Margaret Beckett, the deputy leader until the death of John Smith, and John Prescott will hold press conferences today to throw their hats into the ring. It will be decided after a ballot of constitutency members, trade union political levy payers and MPs, and announced on 21 July.

Mr Prescott, the Labour spokesman on employment, who declared himself fit for the battle after spending the night in hospital following a road accident, is certain to announce his intention to run for the deputy leadership in addition to the leadership, although there was no official confirmation of that last night.

Mr Blair, who will announce his decision to stand to his Sedgefield constituency tomorrow, was given the backing last night of Jack Cunningham, the Labour spokesman on foreign affairs.

Mr Cunningham was the second of the big Cabinet guns - after Gordon Brown, the Shadow Chancellor - to back Mr Blair.
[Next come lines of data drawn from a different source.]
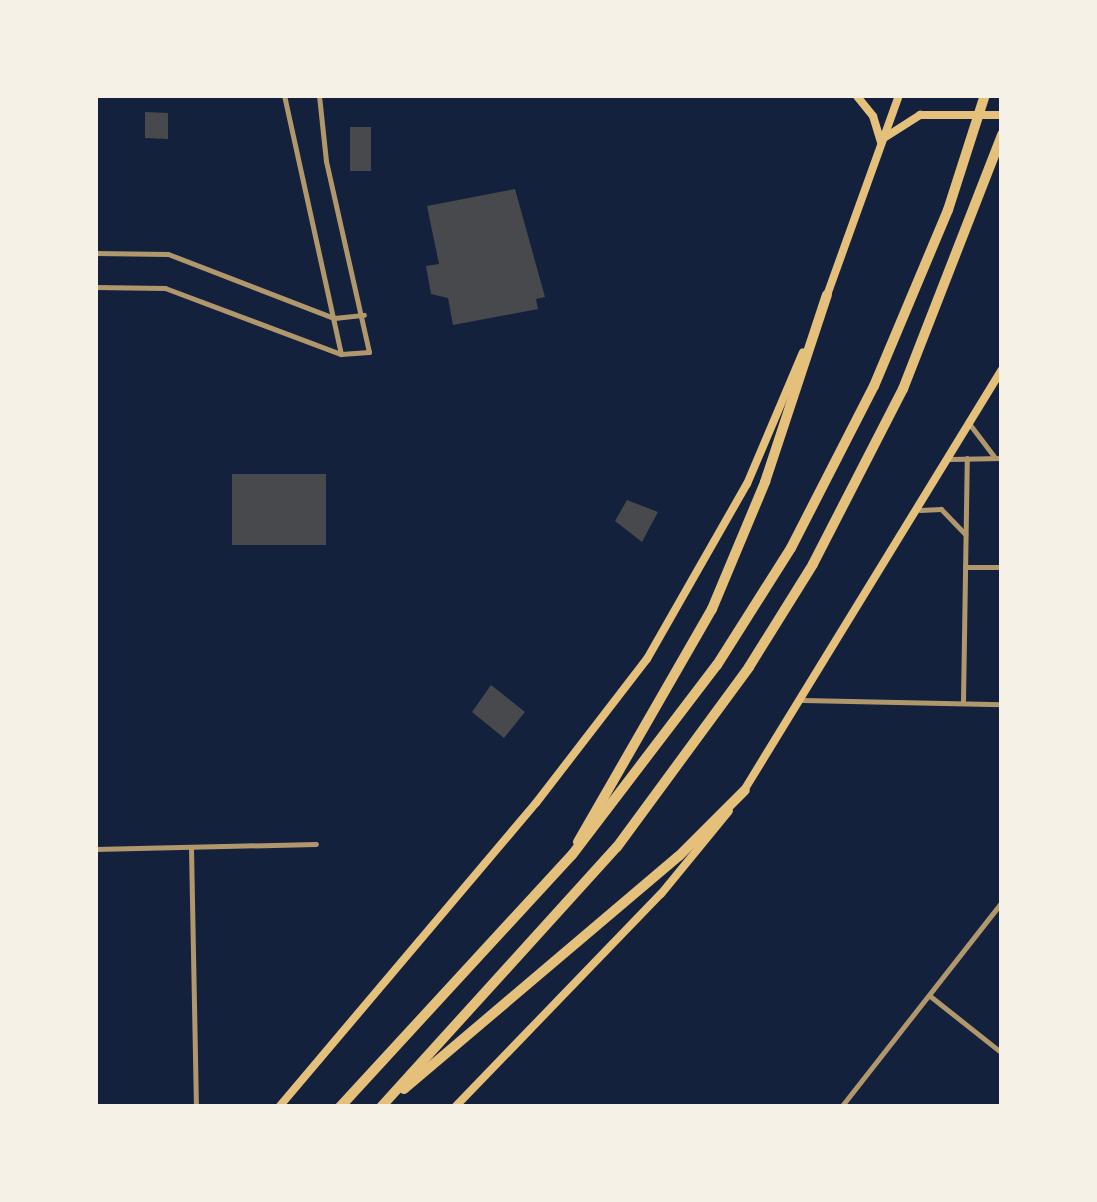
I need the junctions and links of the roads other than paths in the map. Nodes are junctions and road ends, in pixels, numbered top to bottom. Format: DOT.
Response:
graph roads {
  1 [pos="284,95"];
  2 [pos="318,95"];
  3 [pos="856,95"];
  4 [pos="898,95"];
  5 [pos="985,95"];
  6 [pos="1002,115"];
  7 [pos="1001,139"];
  8 [pos="880,142"];
  9 [pos="95,253"];
  10 [pos="95,287"];
  11 [pos="828,295"];
  12 [pos="364,315"];
  13 [pos="334,318"];
  14 [pos="341,354"];
  15 [pos="1002,370"];
  16 [pos="970,424"];
  17 [pos="967,458"];
  18 [pos="999,458"];
  19 [pos="950,459"];
  20 [pos="920,510"];
  21 [pos="965,534"];
  22 [pos="964,567"];
  23 [pos="1002,567"];
  24 [pos="803,700"];
  25 [pos="963,701"];
  26 [pos="1002,704"];
  27 [pos="744,790"];
  28 [pos="316,844"];
  29 [pos="95,848"];
  30 [pos="192,848"];
  31 [pos="572,855"];
  32 [pos="1002,902"];
  33 [pos="929,995"];
  34 [pos="1002,1052"];
  35 [pos="382,1106"];
  36 [pos="196,1107"];
  37 [pos="279,1107"];
  38 [pos="340,1107"];
  39 [pos="455,1107"];
  40 [pos="841,1107"];
  1 -- 13 [label="street"];
  2 -- 12 [label="street"];
  3 -- 8 [label="main road"];
  4 -- 8 [label="main road"];
  5 -- 31 [label="highway"];
  6 -- 8 [label="main road"];
  7 -- 35 [label="highway"];
  8 -- 11 [label="main road"];
  9 -- 13 [label="street"];
  10 -- 14 [label="street"];
  11 -- 31 [label="highway"];
  11 -- 37 [label="main road"];
  12 -- 13 [label="street"];
  12 -- 14 [label="street"];
  13 -- 14 [label="street"];
  15 -- 16 [label="main road"];
  16 -- 18 [label="street"];
  16 -- 19 [label="main road"];
  17 -- 18 [label="street"];
  17 -- 19 [label="street"];
  17 -- 21 [label="street"];
  19 -- 20 [label="main road"];
  20 -- 21 [label="street"];
  20 -- 24 [label="main road"];
  21 -- 22 [label="street"];
  22 -- 23 [label="street"];
  22 -- 25 [label="street"];
  24 -- 25 [label="street"];
  24 -- 27 [label="main road"];
  25 -- 26 [label="street"];
  27 -- 35 [label="highway"];
  27 -- 39 [label="main road"];
  28 -- 30 [label="street"];
  29 -- 30 [label="street"];
  30 -- 36 [label="street"];
  31 -- 38 [label="highway"];
  32 -- 33 [label="street"];
  33 -- 34 [label="street"];
  33 -- 40 [label="street"];
}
Announcing he was not contesting the leadership, Mr Cunningham said: 'Tony Blair has all the qualifications and ability necessary to be an outstanding leader.'

The backing of famous party figures such as Neil Kinnock, Roy Hattersley, and Lord Callaghan for Mr Blair is expected by party strategists to prove influential in the ballot among the new voters in the party rank and file.

Mr Prescott will be fighting on a platform of traditional Labour values with a radical cutting edge. His supporters resent the picture portrayed of Mr Prescott as 'Thumper' to Mr Blair's 'Bambi'. They promise a good- natured campaign, with the intention of securing policy commitments from Mr Prescott's agenda, including full employment.

Amid left-wing resentment that Mr Blair was being crowned by the media, Ken Livingstone, the Labour MP, last night issued a list of policy demands to 'pin down' Mr Blair. They included raising the top rate of taxation to 55 per cent on incomes over pounds 50,000. 'No politician has the right to ask the Labour Party or the British people for a blank cheque,' Mr Livingstone said.

By fighting for the leadership, Mrs Beckett is throwing open the prospect of losing the deputy leadership to Mr Prescott.

Senior Labour sources said a win for Mr Blair would damage the Liberal Democrats and they detect signs of irritation at that prospect by Paddy Ashdown, the Liberal Democrat leader.

Having scored an election coup with the timing of the defection of Alec Kellaway, the Liberal Democrat candidate in Newham North East, Labour leaders yesterday stamped on feelers being put out for a possible pact.

Laboursources made it clear the leadership would have nothing to do with a new group, called the Labour Initiative on Co-operation, seeking links with the Liberal Democrats. 'Our approach under a new leader will be identical to our policy under John Smith.'

John Major's advisers believe the Tory Party may gain if Labour under Mr Blair eats into Liberal Democrat support, which is threatening the Tories in its heartlands in the South.